Exercise material:
*-*-*

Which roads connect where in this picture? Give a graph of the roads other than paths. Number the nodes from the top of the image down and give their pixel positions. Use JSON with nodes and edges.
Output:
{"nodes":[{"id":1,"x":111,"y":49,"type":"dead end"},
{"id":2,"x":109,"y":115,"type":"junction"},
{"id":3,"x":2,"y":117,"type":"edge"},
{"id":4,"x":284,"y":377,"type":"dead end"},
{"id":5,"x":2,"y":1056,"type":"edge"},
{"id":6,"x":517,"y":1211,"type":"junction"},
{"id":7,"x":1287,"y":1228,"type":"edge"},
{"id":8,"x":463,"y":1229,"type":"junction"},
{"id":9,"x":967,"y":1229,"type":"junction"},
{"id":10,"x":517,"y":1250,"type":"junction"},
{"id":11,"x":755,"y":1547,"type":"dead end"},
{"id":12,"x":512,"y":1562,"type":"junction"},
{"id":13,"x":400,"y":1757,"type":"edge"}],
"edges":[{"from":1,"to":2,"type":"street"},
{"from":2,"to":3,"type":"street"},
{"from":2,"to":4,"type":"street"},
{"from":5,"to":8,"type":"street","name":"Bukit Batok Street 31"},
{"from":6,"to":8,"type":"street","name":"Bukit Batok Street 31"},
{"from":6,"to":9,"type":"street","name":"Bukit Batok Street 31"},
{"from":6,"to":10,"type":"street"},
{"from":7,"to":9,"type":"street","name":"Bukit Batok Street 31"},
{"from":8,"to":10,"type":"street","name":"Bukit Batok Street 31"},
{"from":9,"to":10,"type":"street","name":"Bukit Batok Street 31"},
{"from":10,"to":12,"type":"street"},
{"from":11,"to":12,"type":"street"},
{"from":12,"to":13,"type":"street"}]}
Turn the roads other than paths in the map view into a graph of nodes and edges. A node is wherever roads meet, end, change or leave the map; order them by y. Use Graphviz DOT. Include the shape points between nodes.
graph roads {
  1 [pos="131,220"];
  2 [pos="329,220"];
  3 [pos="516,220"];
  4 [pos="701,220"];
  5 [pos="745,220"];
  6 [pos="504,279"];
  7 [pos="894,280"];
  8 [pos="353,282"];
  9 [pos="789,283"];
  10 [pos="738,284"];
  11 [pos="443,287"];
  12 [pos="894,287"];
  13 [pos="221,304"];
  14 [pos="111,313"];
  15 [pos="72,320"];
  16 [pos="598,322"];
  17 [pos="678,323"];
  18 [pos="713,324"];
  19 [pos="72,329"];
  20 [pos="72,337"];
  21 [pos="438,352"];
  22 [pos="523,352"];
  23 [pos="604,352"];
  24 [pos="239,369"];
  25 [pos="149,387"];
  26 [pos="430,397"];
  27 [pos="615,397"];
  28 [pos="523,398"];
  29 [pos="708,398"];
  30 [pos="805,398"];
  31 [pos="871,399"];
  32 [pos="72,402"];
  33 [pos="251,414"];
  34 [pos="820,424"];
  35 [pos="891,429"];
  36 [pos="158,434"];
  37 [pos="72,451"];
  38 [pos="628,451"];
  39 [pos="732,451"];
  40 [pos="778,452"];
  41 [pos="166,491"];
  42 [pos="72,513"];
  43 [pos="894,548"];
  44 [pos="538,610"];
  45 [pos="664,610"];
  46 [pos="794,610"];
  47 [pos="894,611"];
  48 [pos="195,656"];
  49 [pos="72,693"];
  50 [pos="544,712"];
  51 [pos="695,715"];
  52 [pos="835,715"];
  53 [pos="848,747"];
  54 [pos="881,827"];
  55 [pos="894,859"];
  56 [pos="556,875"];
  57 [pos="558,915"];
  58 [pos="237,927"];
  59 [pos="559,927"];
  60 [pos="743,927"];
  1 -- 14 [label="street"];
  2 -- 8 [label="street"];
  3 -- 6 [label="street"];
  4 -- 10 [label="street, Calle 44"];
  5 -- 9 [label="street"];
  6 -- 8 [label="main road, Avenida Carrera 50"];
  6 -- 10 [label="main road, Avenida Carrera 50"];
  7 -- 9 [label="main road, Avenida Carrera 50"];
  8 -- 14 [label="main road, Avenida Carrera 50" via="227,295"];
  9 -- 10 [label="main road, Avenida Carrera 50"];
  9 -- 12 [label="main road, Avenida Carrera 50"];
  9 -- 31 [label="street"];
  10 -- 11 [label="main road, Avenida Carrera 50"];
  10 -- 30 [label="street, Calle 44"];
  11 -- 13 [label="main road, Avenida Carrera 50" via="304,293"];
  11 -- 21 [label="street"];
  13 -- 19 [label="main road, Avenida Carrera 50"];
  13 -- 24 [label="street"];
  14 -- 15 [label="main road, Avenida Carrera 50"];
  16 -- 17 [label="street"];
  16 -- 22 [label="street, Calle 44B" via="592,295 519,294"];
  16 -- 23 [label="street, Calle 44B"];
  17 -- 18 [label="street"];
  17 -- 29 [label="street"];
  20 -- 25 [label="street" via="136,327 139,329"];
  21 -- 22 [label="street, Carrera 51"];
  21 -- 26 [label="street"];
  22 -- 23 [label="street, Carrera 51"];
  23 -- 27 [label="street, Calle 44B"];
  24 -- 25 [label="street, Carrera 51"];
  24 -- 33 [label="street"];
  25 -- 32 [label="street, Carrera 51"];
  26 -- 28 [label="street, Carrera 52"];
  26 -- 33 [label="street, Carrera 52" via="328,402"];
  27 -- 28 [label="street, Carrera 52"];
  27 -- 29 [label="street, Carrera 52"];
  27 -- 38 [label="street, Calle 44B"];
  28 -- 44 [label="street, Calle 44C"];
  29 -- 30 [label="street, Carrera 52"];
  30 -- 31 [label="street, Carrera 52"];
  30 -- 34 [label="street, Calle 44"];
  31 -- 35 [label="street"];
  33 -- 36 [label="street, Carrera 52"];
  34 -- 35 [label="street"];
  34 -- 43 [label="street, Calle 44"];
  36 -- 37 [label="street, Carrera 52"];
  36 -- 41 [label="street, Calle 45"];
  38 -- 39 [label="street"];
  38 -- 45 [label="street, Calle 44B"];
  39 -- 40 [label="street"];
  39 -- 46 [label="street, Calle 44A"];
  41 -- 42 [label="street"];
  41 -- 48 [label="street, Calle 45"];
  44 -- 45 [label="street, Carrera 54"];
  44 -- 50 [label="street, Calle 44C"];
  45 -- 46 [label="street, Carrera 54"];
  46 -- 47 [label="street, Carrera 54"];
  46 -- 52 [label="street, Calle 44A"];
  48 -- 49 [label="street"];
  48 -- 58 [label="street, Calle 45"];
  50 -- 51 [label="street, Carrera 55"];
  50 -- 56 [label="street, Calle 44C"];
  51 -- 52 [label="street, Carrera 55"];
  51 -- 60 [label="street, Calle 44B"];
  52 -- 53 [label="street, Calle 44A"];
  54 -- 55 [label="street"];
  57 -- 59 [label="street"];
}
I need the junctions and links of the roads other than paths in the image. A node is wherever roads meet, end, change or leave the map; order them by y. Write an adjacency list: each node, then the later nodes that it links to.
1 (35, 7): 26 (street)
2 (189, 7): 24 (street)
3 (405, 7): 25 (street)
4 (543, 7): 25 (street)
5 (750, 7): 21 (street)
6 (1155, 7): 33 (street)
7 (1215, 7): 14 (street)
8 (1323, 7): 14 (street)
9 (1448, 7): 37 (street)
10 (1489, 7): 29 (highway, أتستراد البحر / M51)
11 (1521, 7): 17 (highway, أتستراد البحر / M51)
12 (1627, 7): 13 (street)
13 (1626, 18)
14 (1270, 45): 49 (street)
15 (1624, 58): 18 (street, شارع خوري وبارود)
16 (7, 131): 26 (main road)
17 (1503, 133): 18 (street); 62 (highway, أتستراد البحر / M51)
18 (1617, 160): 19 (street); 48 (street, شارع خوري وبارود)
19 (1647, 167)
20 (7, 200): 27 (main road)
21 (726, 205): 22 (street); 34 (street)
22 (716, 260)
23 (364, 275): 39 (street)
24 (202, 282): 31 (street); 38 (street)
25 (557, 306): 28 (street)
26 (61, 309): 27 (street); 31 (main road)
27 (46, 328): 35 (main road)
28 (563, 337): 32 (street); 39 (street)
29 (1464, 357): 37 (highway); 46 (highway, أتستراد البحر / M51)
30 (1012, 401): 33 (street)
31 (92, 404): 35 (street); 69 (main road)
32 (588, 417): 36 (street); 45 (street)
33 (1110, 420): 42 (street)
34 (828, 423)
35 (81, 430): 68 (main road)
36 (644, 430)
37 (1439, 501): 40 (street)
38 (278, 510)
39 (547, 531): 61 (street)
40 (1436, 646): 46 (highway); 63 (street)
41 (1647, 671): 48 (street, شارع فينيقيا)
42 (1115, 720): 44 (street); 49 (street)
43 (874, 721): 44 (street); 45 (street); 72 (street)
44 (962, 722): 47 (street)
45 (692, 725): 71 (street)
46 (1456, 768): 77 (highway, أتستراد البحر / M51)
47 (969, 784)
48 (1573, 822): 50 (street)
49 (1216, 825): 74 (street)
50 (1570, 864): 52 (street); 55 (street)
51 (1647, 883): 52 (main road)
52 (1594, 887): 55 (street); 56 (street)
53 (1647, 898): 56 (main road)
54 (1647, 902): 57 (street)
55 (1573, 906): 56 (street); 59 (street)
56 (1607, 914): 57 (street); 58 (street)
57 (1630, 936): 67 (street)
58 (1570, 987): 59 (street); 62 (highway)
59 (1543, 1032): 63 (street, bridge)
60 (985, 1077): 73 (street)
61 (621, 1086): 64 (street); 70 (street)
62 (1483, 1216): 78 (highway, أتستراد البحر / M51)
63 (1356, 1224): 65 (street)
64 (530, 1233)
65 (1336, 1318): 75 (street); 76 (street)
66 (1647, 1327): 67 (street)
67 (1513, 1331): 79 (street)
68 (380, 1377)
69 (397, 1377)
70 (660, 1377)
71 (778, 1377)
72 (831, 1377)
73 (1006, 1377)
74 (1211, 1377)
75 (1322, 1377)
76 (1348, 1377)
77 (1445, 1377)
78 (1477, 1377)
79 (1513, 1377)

*-*-*

Exercise:
Look through the entries for lines containing the word "graph" and return each one.

Task answer:
Which roads connect where in this picture? Give a graph of the roads other than paths. Number the nodes from the top of the image down and give their pixel positions. Use JSON with nodes and edges.
Turn the roads other than paths in the map view into a graph of nodes and edges. A node is wherever roads meet, end, change or leave the map; order them by y. Use Graphviz DOT. Include the shape points between nodes.
graph roads {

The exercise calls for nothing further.